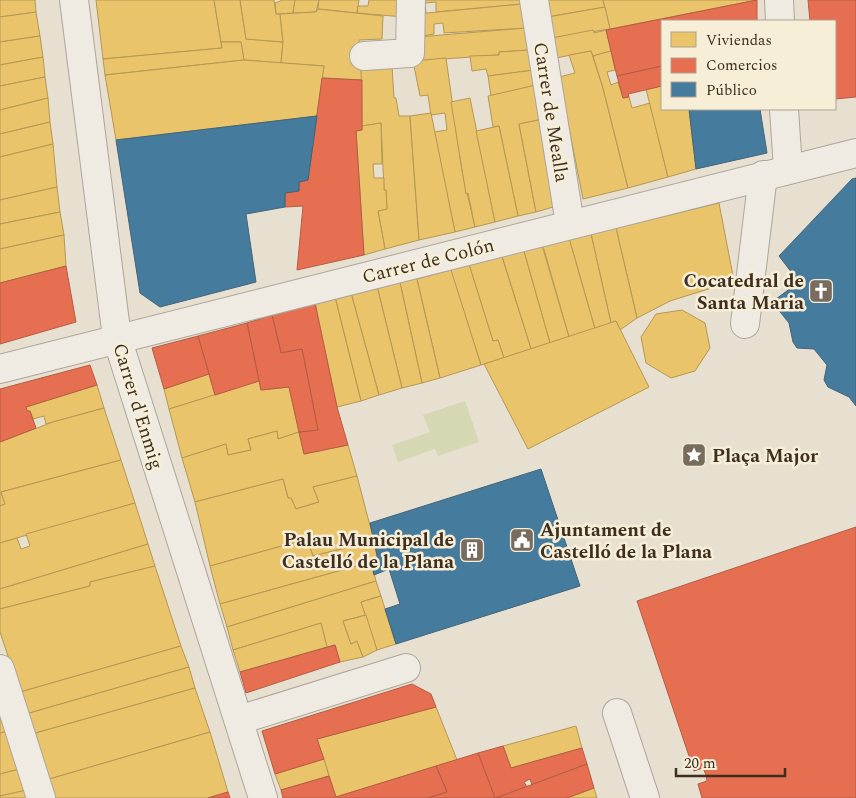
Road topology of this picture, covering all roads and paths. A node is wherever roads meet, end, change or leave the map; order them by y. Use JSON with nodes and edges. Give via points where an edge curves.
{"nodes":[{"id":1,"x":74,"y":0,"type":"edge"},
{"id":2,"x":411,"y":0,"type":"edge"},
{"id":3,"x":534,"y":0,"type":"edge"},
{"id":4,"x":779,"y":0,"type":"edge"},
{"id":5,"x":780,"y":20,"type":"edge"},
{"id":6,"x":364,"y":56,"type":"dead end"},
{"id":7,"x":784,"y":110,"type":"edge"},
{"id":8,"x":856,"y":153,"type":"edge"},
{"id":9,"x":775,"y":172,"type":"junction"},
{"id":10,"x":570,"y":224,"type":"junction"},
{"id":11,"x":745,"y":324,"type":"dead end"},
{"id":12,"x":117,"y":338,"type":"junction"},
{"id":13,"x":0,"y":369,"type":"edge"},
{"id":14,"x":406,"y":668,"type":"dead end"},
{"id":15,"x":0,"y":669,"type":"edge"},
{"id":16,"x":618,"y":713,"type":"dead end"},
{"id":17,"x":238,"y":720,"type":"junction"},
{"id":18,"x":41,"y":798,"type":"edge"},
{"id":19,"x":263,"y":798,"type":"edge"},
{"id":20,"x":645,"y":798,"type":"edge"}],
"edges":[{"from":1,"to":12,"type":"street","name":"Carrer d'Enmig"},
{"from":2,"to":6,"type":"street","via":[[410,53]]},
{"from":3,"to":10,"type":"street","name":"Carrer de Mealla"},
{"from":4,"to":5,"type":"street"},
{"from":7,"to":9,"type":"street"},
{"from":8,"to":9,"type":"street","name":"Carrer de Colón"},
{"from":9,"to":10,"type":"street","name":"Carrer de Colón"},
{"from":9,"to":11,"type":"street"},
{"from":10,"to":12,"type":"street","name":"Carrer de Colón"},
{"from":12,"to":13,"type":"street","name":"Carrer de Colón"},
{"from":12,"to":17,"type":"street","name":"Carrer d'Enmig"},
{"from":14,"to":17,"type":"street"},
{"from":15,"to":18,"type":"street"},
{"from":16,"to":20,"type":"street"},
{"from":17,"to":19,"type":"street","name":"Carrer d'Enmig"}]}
——
WORK ITEM>
The response must consist of the entries above exactly as they stand, minus any pictures.

TASK RESULT>
Road topology of this picture, covering all roads and paths. A node is wherever roads meet, end, change or leave the map; order them by y. Use JSON with nodes and edges. Give via points where an edge curves.
{"nodes":[{"id":1,"x":74,"y":0,"type":"edge"},
{"id":2,"x":411,"y":0,"type":"edge"},
{"id":3,"x":534,"y":0,"type":"edge"},
{"id":4,"x":779,"y":0,"type":"edge"},
{"id":5,"x":780,"y":20,"type":"edge"},
{"id":6,"x":364,"y":56,"type":"dead end"},
{"id":7,"x":784,"y":110,"type":"edge"},
{"id":8,"x":856,"y":153,"type":"edge"},
{"id":9,"x":775,"y":172,"type":"junction"},
{"id":10,"x":570,"y":224,"type":"junction"},
{"id":11,"x":745,"y":324,"type":"dead end"},
{"id":12,"x":117,"y":338,"type":"junction"},
{"id":13,"x":0,"y":369,"type":"edge"},
{"id":14,"x":406,"y":668,"type":"dead end"},
{"id":15,"x":0,"y":669,"type":"edge"},
{"id":16,"x":618,"y":713,"type":"dead end"},
{"id":17,"x":238,"y":720,"type":"junction"},
{"id":18,"x":41,"y":798,"type":"edge"},
{"id":19,"x":263,"y":798,"type":"edge"},
{"id":20,"x":645,"y":798,"type":"edge"}],
"edges":[{"from":1,"to":12,"type":"street","name":"Carrer d'Enmig"},
{"from":2,"to":6,"type":"street","via":[[410,53]]},
{"from":3,"to":10,"type":"street","name":"Carrer de Mealla"},
{"from":4,"to":5,"type":"street"},
{"from":7,"to":9,"type":"street"},
{"from":8,"to":9,"type":"street","name":"Carrer de Colón"},
{"from":9,"to":10,"type":"street","name":"Carrer de Colón"},
{"from":9,"to":11,"type":"street"},
{"from":10,"to":12,"type":"street","name":"Carrer de Colón"},
{"from":12,"to":13,"type":"street","name":"Carrer de Colón"},
{"from":12,"to":17,"type":"street","name":"Carrer d'Enmig"},
{"from":14,"to":17,"type":"street"},
{"from":15,"to":18,"type":"street"},
{"from":16,"to":20,"type":"street"},
{"from":17,"to":19,"type":"street","name":"Carrer d'Enmig"}]}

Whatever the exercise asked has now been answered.